Daarom zal als volgt worden beslist.

Beslissing

De kinderrechter:
verzoek I
De kinderrechter schort met ingang van heden de in de beschikking van 7 december 2018 vastgelegde verdeling van de zorg- en opvoedingstaken tussen de moeder en [naam02] op voor de duur van een jaar, te weten tot 3 oktober 2024;
verzoek II
verlengt de ondertoezichtstelling van [naam01] en [naam02] van 28 oktober 2023 tot 28 oktober 2024 met behoud van Stichting Jeugdbescherming west Zuid-Holland als gecertificeerde instelling die belast is met de uitvoering van de ondertoezichtstelling;
en
verlengt de aan Stichting Jeugdbescherming west Zuid-Holland verleende machtiging om [naam01] en [naam02] gedurende dag en nacht uit huis te plaatsen bij de (stief)vader van 28 oktober 2023 tot 28 oktober 2024, zijnde de duur van de ondertoezichtstelling.
verklaart deze beslissing uitvoerbaar bij voorraad.
Deze beschikking is mondeling gegeven en in het openbaar uitgesproken op 3 oktober 2023 door mr.

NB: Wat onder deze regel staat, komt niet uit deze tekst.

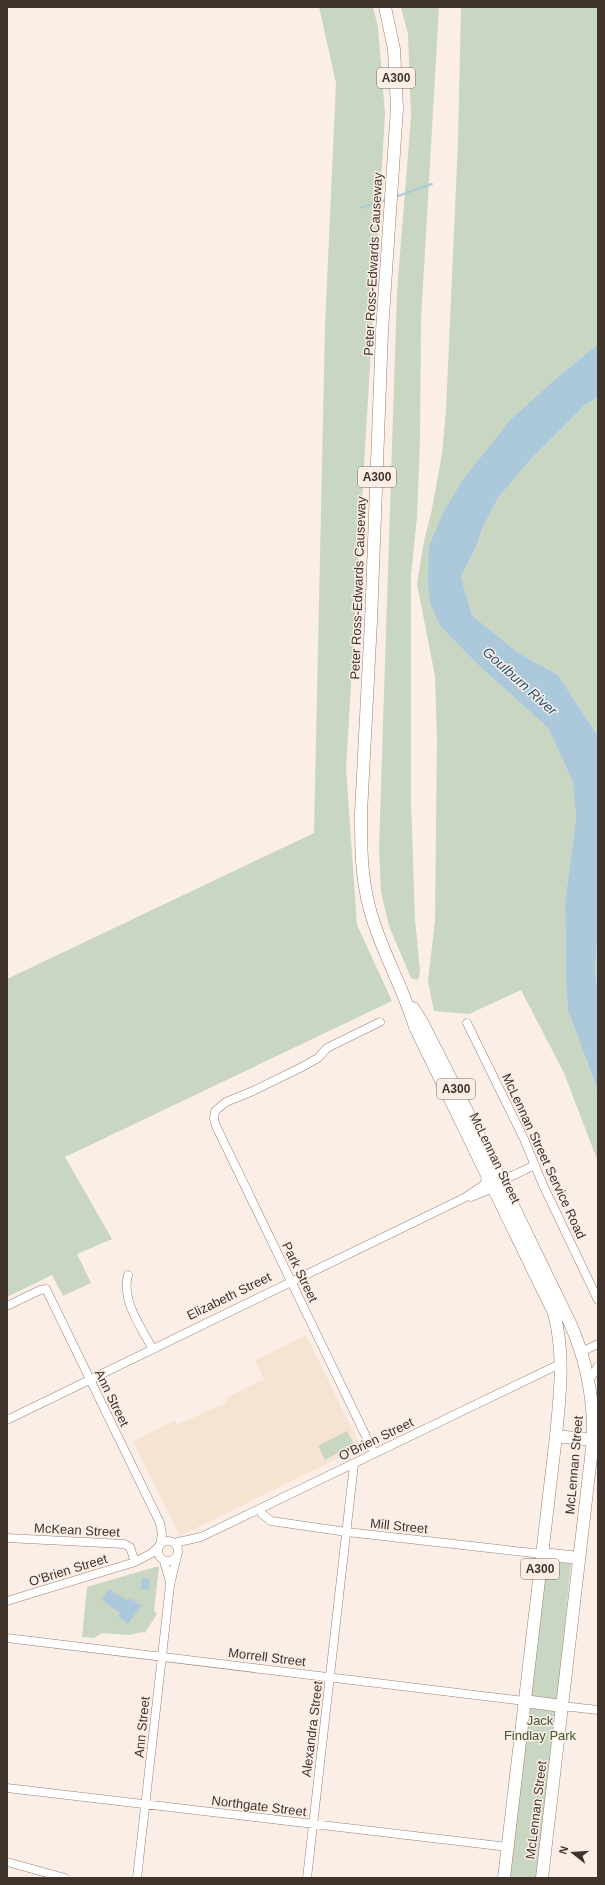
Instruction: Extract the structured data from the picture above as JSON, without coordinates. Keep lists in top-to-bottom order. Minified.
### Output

C.F. Mewe, kinderrechter, in tegenwoordigheid van mr. J.M. Dreef als griffier.
De schriftelijke uitwerking van deze beschikking is vastgesteld op 31 oktober 2023.
Hoger beroep tegen deze beschikking kan worden ingesteld:
- door de verzoeker en de belanghebbende(n) aan wie een afschrift van de beschikking is verstrekt of verzonden, binnen drie maanden na de dag van de uitspraak,
- door andere belanghebbenden binnen drie maanden na de betekening daarvan of nadat de beschikking aan hen op een andere wijze bekend is geworden.
Het hoger beroep moet, door tussenkomst van een advocaat, worden ingediend bij de griffie van
het gerechtshof Den Haag.

Voetnoten

1.Bij beschikking van 2 december 2021 heeft deze rechtbank de bij beschikking van 7 december 2018 verdeling van de zorg- en opvoedingstaken ten aanzien van [naam01] wederom gewijzigd.